わざわざ寒い冬に、身体を冷やすきゅうりやトマトを高い金を払ってまで食べなくてもよくないか?とは、お客さん達は思わないようです。

野菜栽培から出荷まで

農家をして気がついたコトに『栽培がむずかしい野菜は出荷が楽で、栽培が容易な野菜は出荷がたいへん』という単純な相関です。もっとも僕は有機栽培農家なので慣行栽培(農薬、化成肥料を使う通常の栽培)でもおなじなのかは微妙ですけれど。兎に角、苦労が前(栽培中)なのか後(収穫後)なのかが違うだけで、結局は手間に応じた単価になります。資本主義は、よくできています。

大概の農業をしたことがない人にはピンとこないみたいですが、畑で野菜を育てる事だけが農家の仕事ではありません。収穫して、整形して、送り出すまでが仕事になります。ナニゲに栽培以降の方がたいへんなこともママあります。

生鮮野菜の収穫適期

収穫後に貯蔵ができる穀類や乾燥豆類、一部の芋類、一部の根菜以外の殆どの生鮮野菜には、収穫適期や短い賞味期間があります。この収穫適期は、野菜の種類にもよるけれど皆さんが思う以上に短いです。例えば、成長の早いキュウリやズッキーニなどのウリ科野菜の場合は、最盛期には一日2回、朝晩の収穫をしないと正品としては販売できないサイズに育ってしまいます。トマトやナスは持って数日、トウモロコシは一週間くらい(ピークのおいしさを求めるなら1.2日)、葉物野菜も始まりから終わりまで二週間くらい。収穫後に花芽の開くブロッコリーなども初収穫から最終収穫まで一週間くらいの猶予しかありません。しかも、時期や天候次第で適期は簡単に短くなったり長くなったりもします。
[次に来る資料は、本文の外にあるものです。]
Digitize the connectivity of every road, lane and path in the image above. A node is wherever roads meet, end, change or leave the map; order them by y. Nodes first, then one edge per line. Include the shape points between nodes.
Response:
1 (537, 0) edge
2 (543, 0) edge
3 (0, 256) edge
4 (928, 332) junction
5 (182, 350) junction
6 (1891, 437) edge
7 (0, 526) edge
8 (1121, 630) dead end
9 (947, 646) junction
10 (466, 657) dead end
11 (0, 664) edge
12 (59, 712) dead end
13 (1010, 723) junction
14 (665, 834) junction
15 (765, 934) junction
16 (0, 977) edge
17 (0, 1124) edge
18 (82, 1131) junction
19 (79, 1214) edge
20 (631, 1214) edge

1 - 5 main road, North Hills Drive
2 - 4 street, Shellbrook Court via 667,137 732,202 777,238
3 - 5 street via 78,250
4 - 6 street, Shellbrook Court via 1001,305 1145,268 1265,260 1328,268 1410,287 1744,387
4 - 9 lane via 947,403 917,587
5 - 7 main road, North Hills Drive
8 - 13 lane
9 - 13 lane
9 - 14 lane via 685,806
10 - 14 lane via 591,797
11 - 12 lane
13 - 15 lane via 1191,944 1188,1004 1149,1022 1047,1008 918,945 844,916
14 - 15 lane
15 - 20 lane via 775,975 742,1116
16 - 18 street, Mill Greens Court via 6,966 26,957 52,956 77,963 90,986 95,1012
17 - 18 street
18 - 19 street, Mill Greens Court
ドンドンとたたみ掛けるけれども、上記の収穫適期間は栽培速度が乱れやすい有機栽培で尚且つ栽培適期が乱れやすい固定種を育てている極小農家の僕の感覚です。効率を第一優先にしている大面積単一品目慣行栽培農家ですと更に短いスパンでドンドンとズボ取り(全収穫)をしてゆきます。そうしないと手間が増えて利益が圧縮されてしまうからです。

需要ギリギリ、生計ギリギリ

資本主義経済のなかで作物を育て、販売する事で生計を立てている専業農家さん。ナニをどれくらい作付するかは、市場の需給バランス≒これまでの平均単価 を元に決めています。これ自分だけの問題じゃないですからね。日本全国津々浦々の農家さんが総需要100に対して、総供給100を目指して個々に対応をしているのです。(農協などが作付見込み量、単価予想を出したりもしていますが)

この需給見込みがハズレて需要100に対して、供給105(供給過剰≒単価下落)とかになってしまうとさぁ大変!育てれば育てるだけ赤字になったりしてしまいます。

資本主義

生鮮野菜は長期貯蔵ができない。作りやすい時期は安く、作りにくい時期は高い。野菜ごとの栽培から出荷までの手間は結局おなじくらい。利益を出すために薄利多売でやっているから需給バランスが乱れるとにっちもさっちもいかなくなる。簡単には生産調整も在庫調整もできない生鮮野菜は、需給で価格の決まる資本主義的な立ち位置にあります。

気候変動


農業は、不安定な自然相手のお天道様商売なのに安定を求められているし、安定しないと成り立たない収益体制を強いられています。だから見込み100の需要に対して、供給100の作付を産地を替え品種を替えながら全国津々浦々の農家が連動しながら育てています。もう少し利益率が高ければクッション材として多少は安定するのですが、収益性と効率性を限界まで求められるものだからアソビはまったくありません。

そこにきて近年の天候不良が覆い被さります。平年よりも寒ければ生育は遅くなり品薄≒高騰。暖かければ生育は早くなりダブつく≒下落。(逆のパターンもあります)で、影響は短期間では終わりません。収穫適期の短い生鮮野菜は、農家産地の数珠繫ぎリレーで作付けをしているのだから気候が乱高下すれば生育不良で品薄→収穫期が遅れた分に次の分が上乗せされてダブつく、そんな凸凹サイクルが出来上がってしまいます。

循環しない経済

自分の給料はたくさん欲しいけれど、他人にはできる限り払いたくない。安いがいちばん!安いがいちばん!と言い続けた結果、国全体の循環するお金が減った。余力が減った。循環しないのだから自分の給料も上がらない負のスパイラルの出来上がり。値段以外に価値を見いだせなかった国の末路。そこにきてコロナと戦争に端を発した物価高騰。日本国民の殆どが影響を受けているのでしょうが、もうずっと前からギリギリの生産体制でやってきた農家は限界を越えました。離農する人や耕作放棄地もこれから更に増えてゆくでしょう。

農民のいなくなった国、食べるものを生産できなくなった国。そんな国に未来はあるのかなぁ?と不安になる今日この頃です。敵地を攻撃できるミサイルよりも自給率を上げる方が、余っ程安全保障なんじゃないかと思うのですけれどね。お腹が空いてから後悔しましょう。